Nonetheless, it’s a precedent, and one that BMW made the most of by presenting both a Model A-188 and a jet black 507 at the launch event in the Steinway factory; both looked sensational. These objects certainly speak of luxury, as do the hefty pair of ActiveHybrid 7s with their boot-load of bespoke extras. But talking to Adrian van Hooydonk, BMW’s chief of design, it’s clear that future luxury is still a nebulous concept, the definition of which hasn’t yet been nailed down. Van Hooydonk is emphatic that what he describes as ‘emotional attractiveness’ will always be at the heart of everything BMW makes.
I suggest that there’s an element of nostalgia — even jealousy — at the way Steinway can operate: slowly, meticulously, and with an open brief and budget for a lucky few designers. Van Hooydonk agrees, up to a point, calling the Steinway project ‘abstract inspiration’ for the BMW Individual team.
Ultimately, BMW Individual is escapism. As a studio within a studio, it’s most likely to offer monogramming, stitching and spraying for very high-end BMWs so that they match exacting customer standards. BMW Group has plenty of experience in this field; at Rolls-Royce in Goodwood, some 70 per cent of the output is totally customised, but the BMW Individual customer is more impatient and focused on the very latest technology.
Van Hooydonk acknowledges this. ‘Through Individual we can do a limited amount of vehicles with hand labour — it’s like the bespoke section of BMW and the service has been around for twenty to 30 years. But customers also want guidance and advice, so that’s why we set up this design team,’ he explains. ‘Depending on the project we can be more involved, but you have to be careful of caricature — you have to stay on your own territory. [With Steinway] the colour scheme is an obvious connection, but we didn’t want to do piano keys, for example.’
Underpinning all this effort and carefully phrased mutual respect is BMW’s current obsession with emotional design. ‘Drivetrains don’t sell vehicles. It’s the first glance, the first touch, that really draws people in,’ says van Hooydonk, perhaps (understandably) overstating the influence of the designer.
Regardless of the handshakes, shared logos and celebratory launch event, with its dancers, pianists and speeches, the two companies are poles apart. Steinway has manoeuvred itself to a clever position — it need never change its stock offering, but special editions and creative collaborations allow it crucial cultural wiggle room, meaning it needn’t appear stuck in the 19th century. Although BMW isn’t making an explicit parallel between its cars and these pianos, besides the fact that both look good in black and both fetishise the inessential curve (Steinway in deference to tradition, and BMW in pursuit of a point of difference), the collaboration speaks more of brand extension than it does of a genuinely shared ethos.

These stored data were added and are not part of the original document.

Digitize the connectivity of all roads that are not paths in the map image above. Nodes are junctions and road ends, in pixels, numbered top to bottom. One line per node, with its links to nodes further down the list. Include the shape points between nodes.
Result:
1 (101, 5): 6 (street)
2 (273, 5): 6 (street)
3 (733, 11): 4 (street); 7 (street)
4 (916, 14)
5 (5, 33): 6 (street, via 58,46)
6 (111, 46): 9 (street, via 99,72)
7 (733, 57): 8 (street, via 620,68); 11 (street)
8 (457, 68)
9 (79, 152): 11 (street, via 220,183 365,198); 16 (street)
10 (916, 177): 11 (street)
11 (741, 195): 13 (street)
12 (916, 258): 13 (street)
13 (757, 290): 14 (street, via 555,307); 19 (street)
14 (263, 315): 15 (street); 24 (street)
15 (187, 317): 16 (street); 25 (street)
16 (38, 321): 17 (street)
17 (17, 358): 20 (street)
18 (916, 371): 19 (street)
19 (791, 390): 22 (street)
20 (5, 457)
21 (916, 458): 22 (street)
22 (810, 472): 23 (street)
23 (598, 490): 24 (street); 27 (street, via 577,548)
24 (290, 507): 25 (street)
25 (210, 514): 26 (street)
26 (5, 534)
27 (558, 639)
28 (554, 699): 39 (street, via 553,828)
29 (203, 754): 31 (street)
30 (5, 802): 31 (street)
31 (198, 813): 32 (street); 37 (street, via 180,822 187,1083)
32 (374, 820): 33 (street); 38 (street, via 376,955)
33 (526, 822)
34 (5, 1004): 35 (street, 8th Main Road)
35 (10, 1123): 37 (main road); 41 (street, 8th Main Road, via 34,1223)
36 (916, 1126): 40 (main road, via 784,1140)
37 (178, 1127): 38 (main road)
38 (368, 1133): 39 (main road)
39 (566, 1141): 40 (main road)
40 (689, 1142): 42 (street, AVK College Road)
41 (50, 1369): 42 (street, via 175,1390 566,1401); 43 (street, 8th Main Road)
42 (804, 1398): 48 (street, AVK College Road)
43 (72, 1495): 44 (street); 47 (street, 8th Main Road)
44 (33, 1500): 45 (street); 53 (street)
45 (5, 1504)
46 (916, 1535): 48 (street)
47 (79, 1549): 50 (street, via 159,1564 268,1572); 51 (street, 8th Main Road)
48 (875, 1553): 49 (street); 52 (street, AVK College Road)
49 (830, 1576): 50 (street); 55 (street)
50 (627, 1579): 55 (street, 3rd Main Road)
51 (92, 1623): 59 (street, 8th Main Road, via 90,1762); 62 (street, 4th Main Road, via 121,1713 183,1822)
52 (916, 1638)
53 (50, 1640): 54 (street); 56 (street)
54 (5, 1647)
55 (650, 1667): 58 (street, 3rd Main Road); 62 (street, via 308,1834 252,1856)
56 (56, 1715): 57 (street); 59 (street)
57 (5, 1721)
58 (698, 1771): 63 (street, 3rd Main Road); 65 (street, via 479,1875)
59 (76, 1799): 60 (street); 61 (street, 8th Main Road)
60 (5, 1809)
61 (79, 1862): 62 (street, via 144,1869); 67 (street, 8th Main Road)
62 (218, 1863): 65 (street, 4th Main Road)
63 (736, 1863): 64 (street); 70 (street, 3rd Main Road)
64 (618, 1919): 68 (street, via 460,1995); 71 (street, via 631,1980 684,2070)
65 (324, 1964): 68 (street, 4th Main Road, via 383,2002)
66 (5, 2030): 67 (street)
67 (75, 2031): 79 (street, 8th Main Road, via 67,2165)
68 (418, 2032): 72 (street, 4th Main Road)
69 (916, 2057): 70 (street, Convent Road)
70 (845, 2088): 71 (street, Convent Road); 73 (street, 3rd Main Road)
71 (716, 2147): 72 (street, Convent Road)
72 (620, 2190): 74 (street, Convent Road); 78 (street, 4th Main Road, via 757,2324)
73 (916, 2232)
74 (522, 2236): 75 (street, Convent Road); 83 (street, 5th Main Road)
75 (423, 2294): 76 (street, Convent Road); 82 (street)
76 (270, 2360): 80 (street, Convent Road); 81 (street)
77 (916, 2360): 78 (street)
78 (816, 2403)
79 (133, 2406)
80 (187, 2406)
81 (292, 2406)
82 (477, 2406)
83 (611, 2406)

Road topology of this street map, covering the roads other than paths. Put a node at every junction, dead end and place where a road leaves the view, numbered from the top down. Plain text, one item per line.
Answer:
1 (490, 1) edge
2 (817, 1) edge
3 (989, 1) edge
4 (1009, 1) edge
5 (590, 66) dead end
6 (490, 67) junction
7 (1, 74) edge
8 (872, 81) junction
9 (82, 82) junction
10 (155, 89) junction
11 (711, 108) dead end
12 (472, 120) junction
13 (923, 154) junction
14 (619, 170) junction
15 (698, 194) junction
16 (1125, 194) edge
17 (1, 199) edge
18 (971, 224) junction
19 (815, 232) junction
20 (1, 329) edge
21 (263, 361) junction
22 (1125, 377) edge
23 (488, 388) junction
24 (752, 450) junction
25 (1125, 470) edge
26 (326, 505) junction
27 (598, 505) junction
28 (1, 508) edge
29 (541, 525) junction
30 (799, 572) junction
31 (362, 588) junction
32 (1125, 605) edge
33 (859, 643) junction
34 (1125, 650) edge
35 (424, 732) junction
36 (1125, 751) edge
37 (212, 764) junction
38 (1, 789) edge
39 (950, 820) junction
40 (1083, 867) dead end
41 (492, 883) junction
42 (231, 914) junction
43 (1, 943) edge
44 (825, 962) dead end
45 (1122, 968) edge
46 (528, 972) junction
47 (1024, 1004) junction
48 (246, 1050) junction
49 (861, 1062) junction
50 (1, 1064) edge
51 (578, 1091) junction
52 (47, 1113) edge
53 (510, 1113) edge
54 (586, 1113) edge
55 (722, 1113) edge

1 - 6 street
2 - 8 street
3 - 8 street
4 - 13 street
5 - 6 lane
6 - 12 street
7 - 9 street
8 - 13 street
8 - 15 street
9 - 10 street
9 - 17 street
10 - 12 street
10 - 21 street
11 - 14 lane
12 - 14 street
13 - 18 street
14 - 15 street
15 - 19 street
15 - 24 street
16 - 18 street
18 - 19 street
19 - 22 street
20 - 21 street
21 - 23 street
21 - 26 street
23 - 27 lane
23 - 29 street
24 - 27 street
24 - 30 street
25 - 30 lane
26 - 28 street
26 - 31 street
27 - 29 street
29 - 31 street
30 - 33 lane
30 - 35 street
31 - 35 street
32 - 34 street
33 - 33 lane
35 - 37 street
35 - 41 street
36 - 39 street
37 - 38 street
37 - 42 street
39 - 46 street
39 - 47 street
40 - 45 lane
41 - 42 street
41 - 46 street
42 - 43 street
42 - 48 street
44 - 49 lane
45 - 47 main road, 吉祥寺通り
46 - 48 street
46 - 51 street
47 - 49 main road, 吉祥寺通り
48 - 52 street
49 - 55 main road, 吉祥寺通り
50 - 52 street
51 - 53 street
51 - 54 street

‘Extending the brand’ is the mantra of the modern car manufacturer. The more sophisticated companies have gone beyond mere merchandise catalogues and begun to actively court brands from unrelated fields, united only by a loose affinity with their own product. This collaboration felt like it was driven firstly by nostalgia for craft, with the end product a secondary consideration — perverse, given BMW’s general disdain for nostalgia. With a city-focused sub-brand poised for launch in 2013, together with a 700km range plug-in hybrid based on the 2010 VED concept, the company is one of the most progressive and avant-garde volume manufacturers in the world.
The BMW Individual 7 Series Composition inspired by Steinway & Sons is as hard to swallow as it is to say, a bridge between two quite different cultures. But it is an undeniably successful demonstration of how the culture of car design can be manipulated to satisfy every nook and cranny of the marketplace. Our tip? Take the lambswool carpets and that slimming line on the coachwork but leave the rest. Happily, BMW Individual exists so that such a request can be honoured.